Engaging children in learning

Description:

The following is a summary of Ruth Fidler's talk “Engaging children with PDA in learning & promoting their emotional wellbeing” at the PDA Society Conference in Birmingham on 18th April 2018

Ruth began by acknowledging the difficulties parents and individuals with PDA faced to attend the conference and thanked everyone for being there.

Meeting the educational needs of children with PDA

Ruth explained that the starting point in meeting the educational needs of children with PDA is to:
understand the experiences, perspectives and development of the child
recognise the perspective of the adult(s) living and working with that child
and to integrate those two elements. It is also crucial that the adults who are living and working with a child work closely with each other and in negotiating with the child.

She said the most important thing about a successful education placement is the people who work there. If you can get the right attitudes and ethos within the staff, who can in turn work collaboratively with the children and their families, it stands a much higher chance of being a successful placement.

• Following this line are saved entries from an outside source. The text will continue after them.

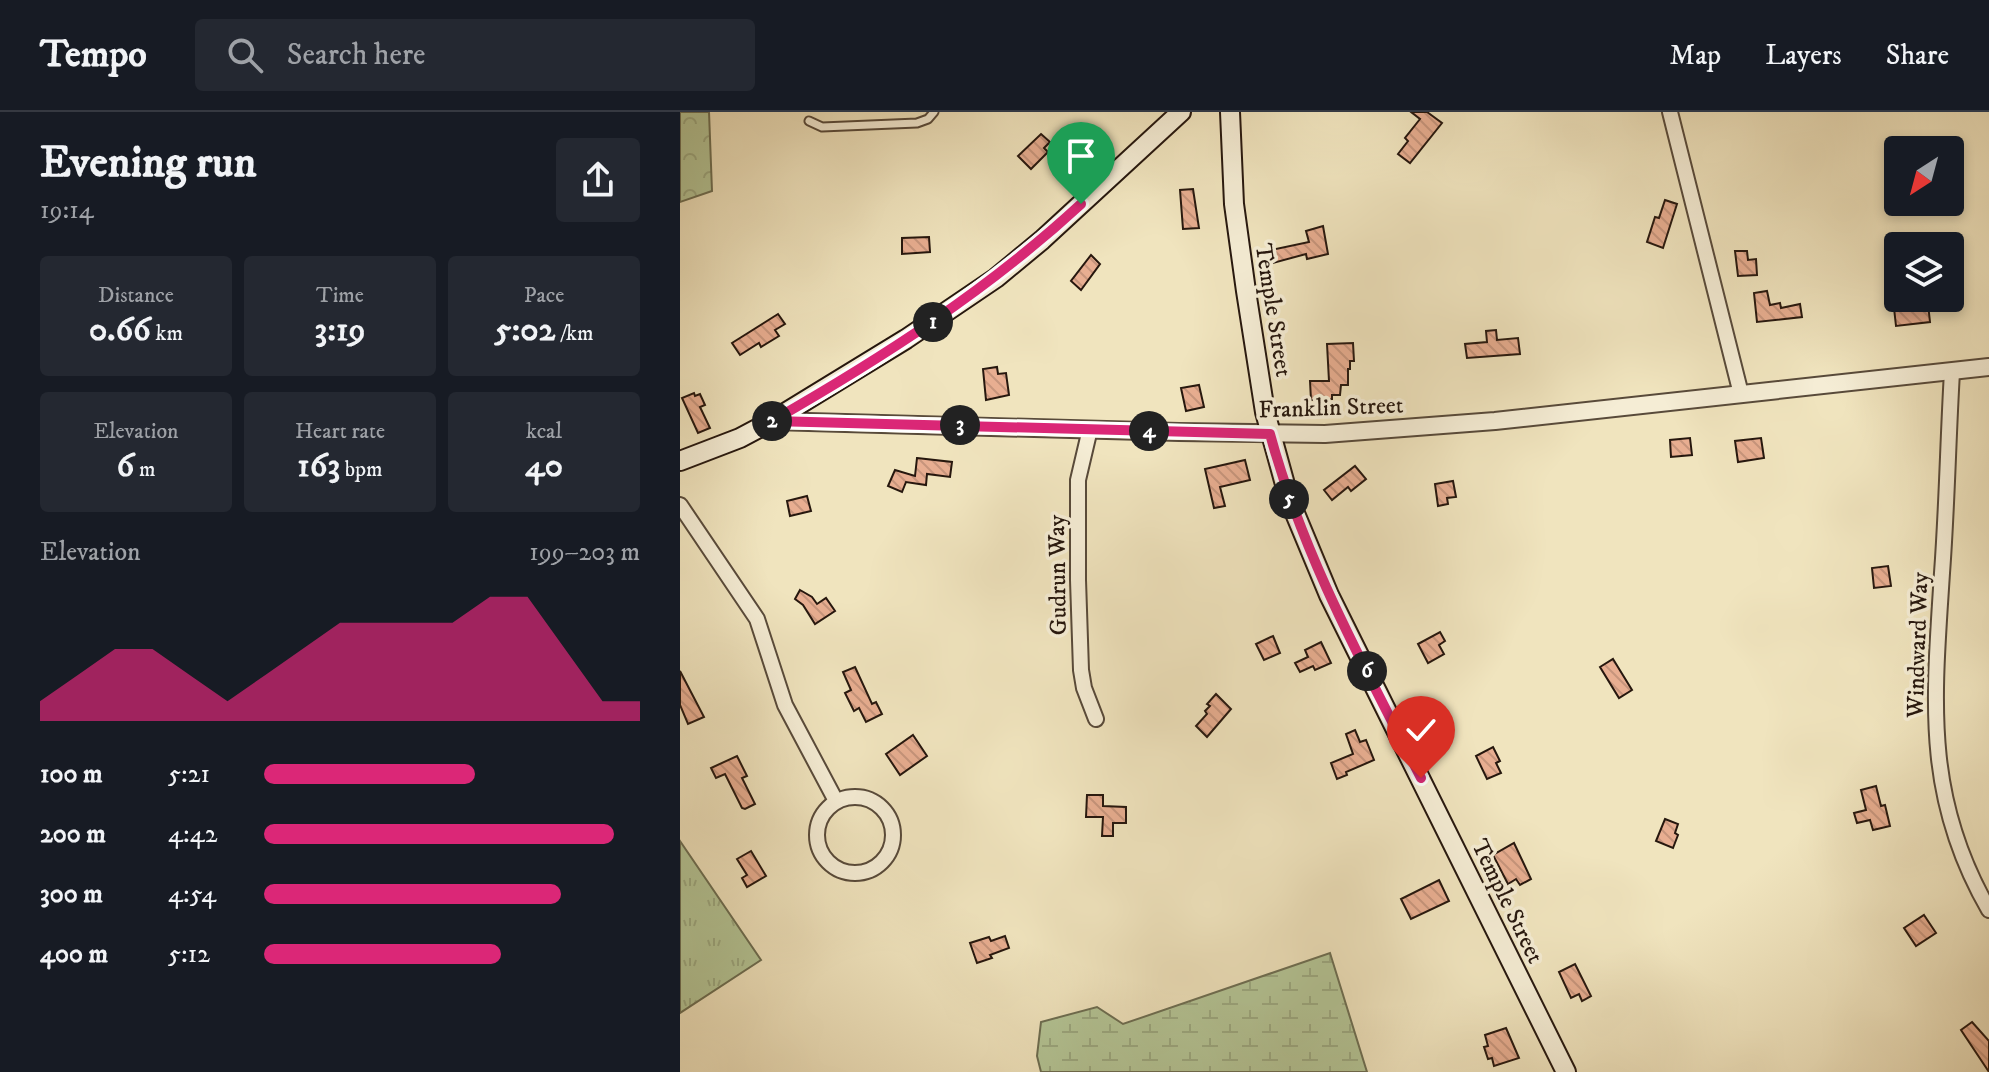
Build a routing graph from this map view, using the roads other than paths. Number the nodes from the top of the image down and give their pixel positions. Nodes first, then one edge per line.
1 (934, 112) edge
2 (1181, 112) edge
3 (1230, 112) edge
4 (1670, 112) edge
5 (809, 121) dead end
6 (1989, 367) edge
7 (1952, 372) junction
8 (1741, 394) junction
9 (772, 421) junction
10 (1090, 429) junction
11 (1270, 434) junction
12 (680, 461) edge
13 (680, 505) edge
14 (1096, 719) dead end
15 (836, 801) junction
16 (1989, 910) edge
17 (1566, 1072) edge

1 - 5 lane
2 - 9 main road
3 - 11 main road, Temple Street
4 - 8 street
6 - 7 street, Franklin Street
7 - 8 street, Franklin Street
7 - 16 street, Windward Way
8 - 11 street, Franklin Street
9 - 10 street, Franklin Street
9 - 12 main road, Franklin Street
10 - 11 street, Franklin Street
10 - 14 street, Gudrun Way
11 - 17 main road, Temple Street
13 - 15 street
15 - 15 street

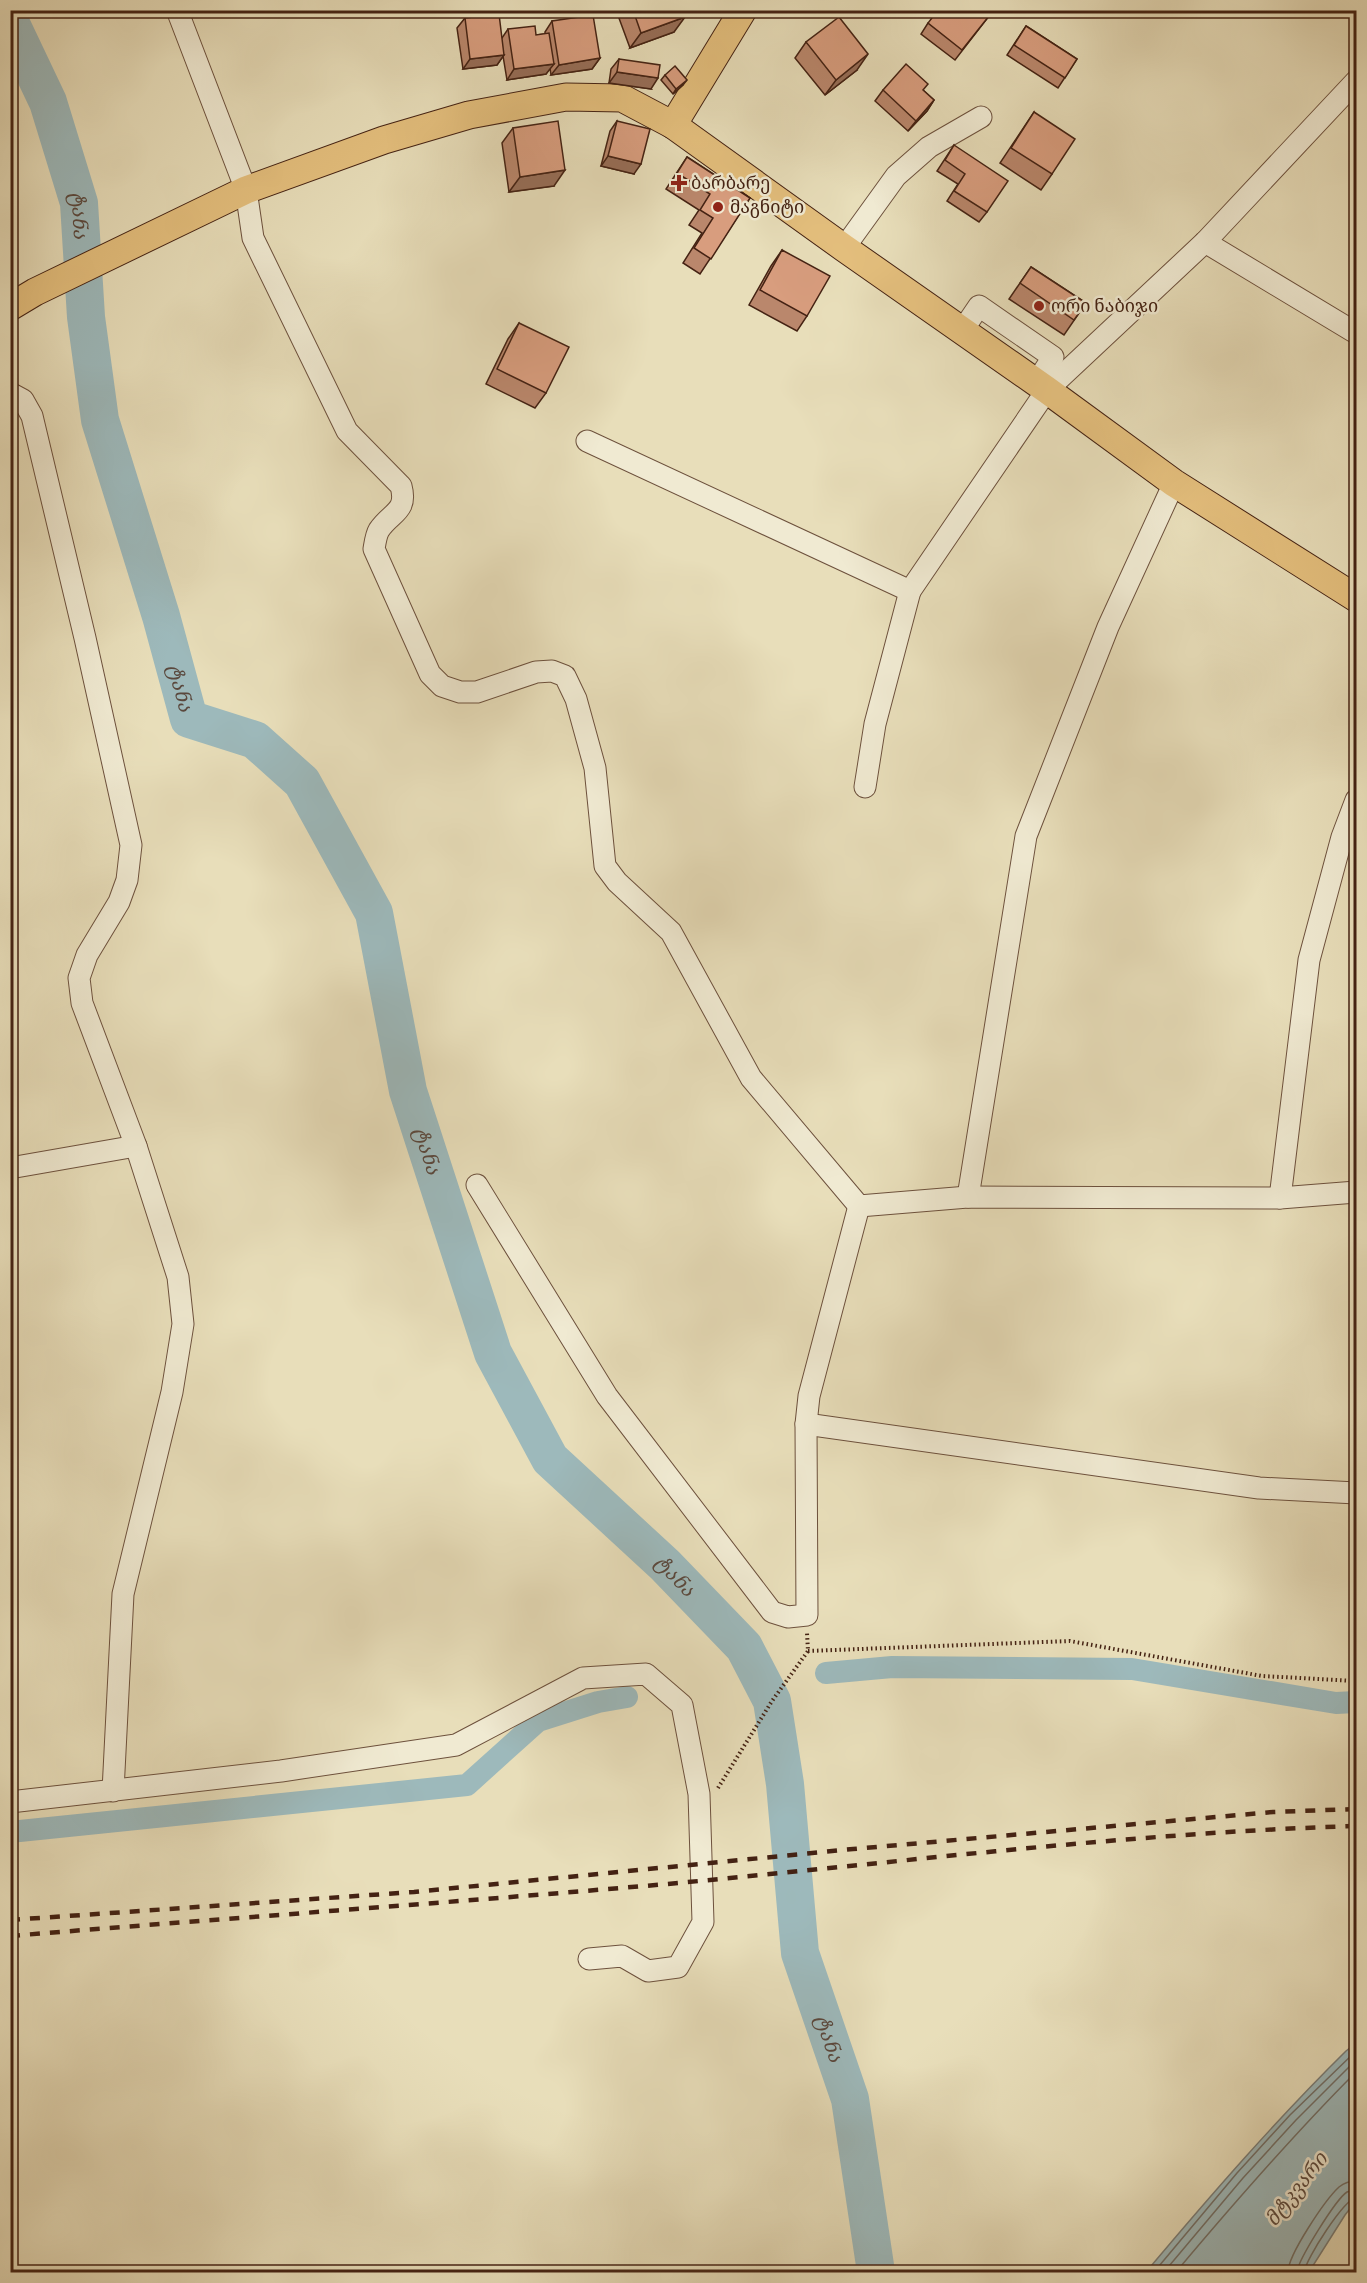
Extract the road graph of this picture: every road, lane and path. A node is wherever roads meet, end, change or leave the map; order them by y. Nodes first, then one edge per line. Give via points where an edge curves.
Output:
1 (177, 10) edge
2 (743, 10) edge
3 (1356, 81) edge
4 (981, 117) dead end
5 (673, 125) junction
6 (246, 190) junction
7 (1205, 242) junction
8 (844, 248) junction
9 (10, 307) edge
10 (1356, 333) edge
11 (1042, 386) junction
12 (10, 393) edge
13 (587, 441) dead end
14 (1174, 483) junction
15 (910, 591) junction
16 (1356, 598) edge
17 (865, 787) dead end
18 (1356, 800) edge
19 (136, 1146) junction
20 (10, 1168) edge
21 (477, 1185) dead end
22 (1356, 1192) edge
23 (968, 1197) junction
24 (1280, 1198) junction
25 (859, 1206) junction
26 (806, 1424) junction
27 (1356, 1493) edge
28 (807, 1615) junction
29 (808, 1651) junction
30 (1356, 1681) edge
31 (112, 1791) junction
32 (699, 1794) junction
33 (10, 1803) edge
34 (589, 1959) dead end

1 - 6 street
2 - 5 main road
3 - 7 street
4 - 8 street via 929,147 896,176
5 - 6 main road via 622,98 566,97 469,115 394,137
5 - 8 main road
6 - 9 main road
6 - 25 street via 253,238 347,431 401,486 404,498 400,509 378,531 374,549 430,674 442,686 460,692 477,692 536,672 552,670 565,676 576,699 595,768 605,866 671,932 751,1078
7 - 10 street
7 - 11 street
8 - 11 main road
11 - 14 main road
11 - 15 street
12 - 19 street via 23,400 33,416 131,845 127,880 119,902 87,955 79,978 82,1004
13 - 15 street
14 - 16 main road
14 - 23 street via 1108,627 1026,836
15 - 17 street via 875,724
18 - 24 street via 1342,837 1309,960
19 - 20 street
19 - 31 street via 178,1276 183,1324 172,1392 123,1594
21 - 28 street via 607,1396 772,1612 789,1617
22 - 24 street
23 - 24 street
23 - 25 street
25 - 26 street via 809,1396
26 - 27 street via 1259,1488
26 - 28 street
28 - 29 path
29 - 30 path via 1070,1641 1262,1676
29 - 32 path via 717,1789
31 - 32 street via 456,1745 583,1678 646,1674 682,1705
31 - 33 street
32 - 34 street via 703,1922 678,1967 648,1971 622,1956

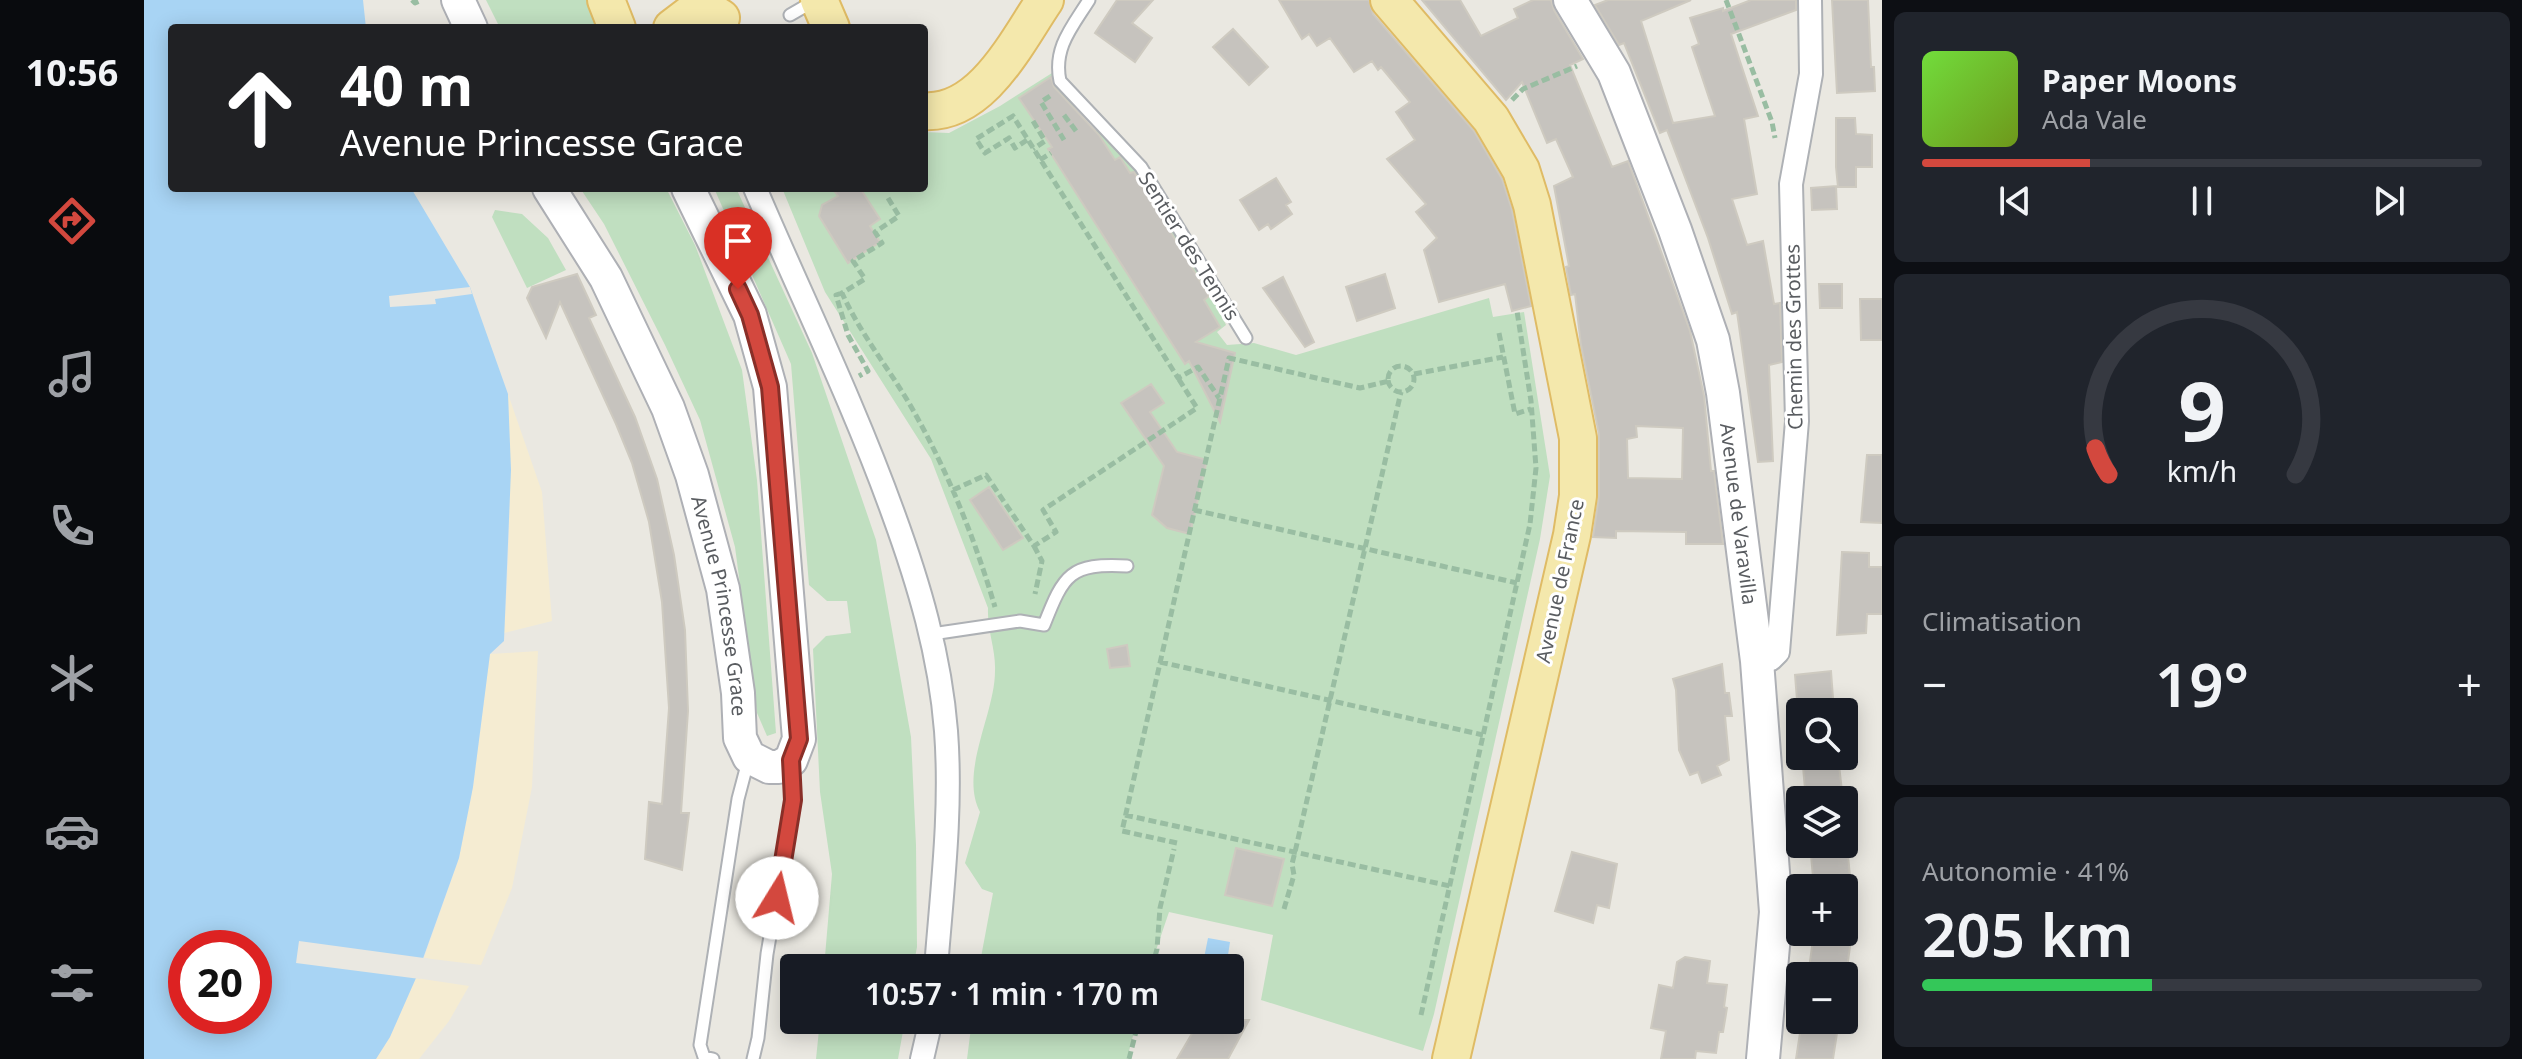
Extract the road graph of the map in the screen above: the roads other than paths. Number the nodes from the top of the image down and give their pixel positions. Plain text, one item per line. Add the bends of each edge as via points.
1 (458, 0) edge
2 (1045, 0) edge
3 (1089, 0) edge
4 (1389, 0) edge
5 (1570, 0) edge
6 (1810, 0) edge
7 (808, 5) edge
8 (719, 15) edge
9 (679, 17) edge
10 (469, 24) edge
11 (827, 24) edge
12 (928, 111) edge
13 (552, 192) edge
14 (690, 192) edge
15 (757, 192) edge
16 (1246, 338) dead end
17 (1127, 566) dead end
18 (932, 634) junction
19 (1757, 661) junction
20 (749, 757) junction
21 (791, 760) junction
22 (937, 954) edge
23 (928, 1034) edge
24 (713, 1059) edge
25 (753, 1059) edge
26 (922, 1059) edge
27 (1451, 1059) edge
28 (1763, 1059) edge

1 - 10 street
2 - 12 main road via 976,94 946,110
3 - 16 lane, Sentier des Tennis via 1058,53 1060,81 1141,167
4 - 27 main road, Avenue de France via 1491,119 1521,170 1580,468 1572,535
5 - 19 street, Avenue de Varavilla via 1614,73 1713,340
6 - 19 street, Chemin des Grottes via 1811,74 1791,184 1797,421 1778,652
7 - 11 main road
8 - 9 main road via 697,9
13 - 20 street, Avenue Princesse Grace via 606,278 668,408 692,475 723,589 740,738
14 - 21 street via 750,315 770,387 799,739
15 - 18 street via 844,385 917,579
17 - 18 lane via 1074,571 1057,590 1044,625 1020,621
18 - 22 street via 946,731 947,790
19 - 28 street, Avenue de Varavilla via 1776,912
20 - 21 street via 769,767
20 - 24 lane via 700,1045 704,1057
21 - 25 lane via 793,800
23 - 26 street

Other characteristics for a successful school for children with PDA include:

  • Genuine commitment to including the child within the school community, in a way that works on the child’s worst days as well as on their best days
  • Strong support from school leadership who understand the nature of children with PDA
  • Individualised classroom practice by classroom practitioners
  • Positive, creative and flexible approaches/attitudes across the whole organisation (in every aspect of the organisation and the individuals who work there)
  • Commitment to working closely and openly with families
  • Understanding the individual child and meeting their individual needs (not treating all children the same, with the same strategies)
  • In collaborating with families it helps for the school to:
    • Understand the unique character of the family
    • Listen to and believe parents’ stories as part of a holistic understanding
    • Work with the whole family to overcome any previous difficult experiences they may have had with school or professional involvement and spend time building a relationship with them. ​
  • In collaborating with other professionals, the school can:
    • Find adequate time to liaise with other adults involved (including parents and other family members)
    • Try to encourage and support other professionals to attend key meetings.
    • Appreciate how other services operate in order to work collaboratively and supportively together
    • Develop systems that feed into things that improve long-term outcomes for the child’s future life as an adult.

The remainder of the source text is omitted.